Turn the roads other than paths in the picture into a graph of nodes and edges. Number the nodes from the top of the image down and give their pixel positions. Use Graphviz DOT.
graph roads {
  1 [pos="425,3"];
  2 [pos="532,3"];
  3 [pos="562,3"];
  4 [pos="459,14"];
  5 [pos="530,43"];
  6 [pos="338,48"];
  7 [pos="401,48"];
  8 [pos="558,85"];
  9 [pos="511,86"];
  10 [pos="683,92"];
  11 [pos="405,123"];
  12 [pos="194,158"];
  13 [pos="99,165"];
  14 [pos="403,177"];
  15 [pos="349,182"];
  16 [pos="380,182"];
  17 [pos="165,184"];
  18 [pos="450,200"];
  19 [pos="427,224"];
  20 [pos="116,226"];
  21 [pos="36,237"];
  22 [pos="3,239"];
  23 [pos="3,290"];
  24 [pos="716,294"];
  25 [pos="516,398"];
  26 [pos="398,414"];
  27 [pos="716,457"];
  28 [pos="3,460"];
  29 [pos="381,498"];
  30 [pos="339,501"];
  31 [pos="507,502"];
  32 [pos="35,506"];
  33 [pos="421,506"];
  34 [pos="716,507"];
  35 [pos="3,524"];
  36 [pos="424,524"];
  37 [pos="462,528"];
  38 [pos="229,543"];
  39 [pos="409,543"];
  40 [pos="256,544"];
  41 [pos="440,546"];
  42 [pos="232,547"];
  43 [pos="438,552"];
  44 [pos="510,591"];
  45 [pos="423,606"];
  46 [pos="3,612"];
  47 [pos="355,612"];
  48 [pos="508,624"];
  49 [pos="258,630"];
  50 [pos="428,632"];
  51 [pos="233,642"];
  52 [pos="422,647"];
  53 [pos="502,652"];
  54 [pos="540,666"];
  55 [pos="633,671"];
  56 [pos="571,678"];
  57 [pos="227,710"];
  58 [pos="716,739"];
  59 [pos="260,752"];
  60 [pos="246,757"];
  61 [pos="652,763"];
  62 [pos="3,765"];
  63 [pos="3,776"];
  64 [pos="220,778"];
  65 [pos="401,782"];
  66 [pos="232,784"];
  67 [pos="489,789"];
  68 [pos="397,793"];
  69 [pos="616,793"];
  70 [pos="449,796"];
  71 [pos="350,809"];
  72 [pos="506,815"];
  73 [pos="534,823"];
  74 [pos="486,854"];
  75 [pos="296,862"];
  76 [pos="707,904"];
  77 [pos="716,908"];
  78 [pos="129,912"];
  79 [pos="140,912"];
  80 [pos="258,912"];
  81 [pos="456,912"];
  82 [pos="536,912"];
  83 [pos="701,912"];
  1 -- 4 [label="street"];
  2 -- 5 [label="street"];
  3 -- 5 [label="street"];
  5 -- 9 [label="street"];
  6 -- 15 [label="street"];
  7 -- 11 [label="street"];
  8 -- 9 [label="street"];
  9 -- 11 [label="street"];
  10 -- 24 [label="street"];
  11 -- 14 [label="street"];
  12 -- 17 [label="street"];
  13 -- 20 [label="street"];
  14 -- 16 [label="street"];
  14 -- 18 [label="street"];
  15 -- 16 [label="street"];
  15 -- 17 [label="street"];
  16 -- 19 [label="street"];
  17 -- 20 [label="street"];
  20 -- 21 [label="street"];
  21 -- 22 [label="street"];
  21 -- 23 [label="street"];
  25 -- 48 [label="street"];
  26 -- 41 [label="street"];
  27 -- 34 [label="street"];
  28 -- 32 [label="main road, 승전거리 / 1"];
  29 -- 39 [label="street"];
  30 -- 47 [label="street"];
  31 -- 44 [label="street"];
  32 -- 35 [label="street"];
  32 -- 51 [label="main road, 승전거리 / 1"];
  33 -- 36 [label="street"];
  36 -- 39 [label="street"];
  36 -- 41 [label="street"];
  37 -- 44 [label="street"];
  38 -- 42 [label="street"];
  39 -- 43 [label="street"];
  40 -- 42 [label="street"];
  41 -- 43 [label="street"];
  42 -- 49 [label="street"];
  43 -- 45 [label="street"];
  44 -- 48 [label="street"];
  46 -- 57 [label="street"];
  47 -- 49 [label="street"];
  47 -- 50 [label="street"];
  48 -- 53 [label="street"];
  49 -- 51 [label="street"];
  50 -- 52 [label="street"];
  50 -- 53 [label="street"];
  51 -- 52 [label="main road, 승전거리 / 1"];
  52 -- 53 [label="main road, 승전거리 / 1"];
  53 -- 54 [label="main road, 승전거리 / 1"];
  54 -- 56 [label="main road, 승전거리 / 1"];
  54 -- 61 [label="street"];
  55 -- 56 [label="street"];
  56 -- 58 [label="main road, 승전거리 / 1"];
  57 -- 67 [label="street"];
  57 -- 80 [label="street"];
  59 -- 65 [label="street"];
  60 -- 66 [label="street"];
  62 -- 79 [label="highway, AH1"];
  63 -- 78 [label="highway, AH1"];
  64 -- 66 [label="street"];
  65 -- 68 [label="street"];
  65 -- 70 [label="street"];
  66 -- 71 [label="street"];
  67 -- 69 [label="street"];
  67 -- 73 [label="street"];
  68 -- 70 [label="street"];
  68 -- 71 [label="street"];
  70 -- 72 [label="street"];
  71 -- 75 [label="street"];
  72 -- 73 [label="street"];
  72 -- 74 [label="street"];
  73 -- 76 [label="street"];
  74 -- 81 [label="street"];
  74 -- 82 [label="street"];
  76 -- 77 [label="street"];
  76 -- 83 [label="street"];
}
= = =
* _What needs to be done_: Each line above that contains the string "roads" should be identified and copied.

* _Response area_:
Turn the roads other than paths in the picture into a graph of nodes and edges. Number the nodes from the top of the image down and give their pixel positions. Use Graphviz DOT.
graph roads {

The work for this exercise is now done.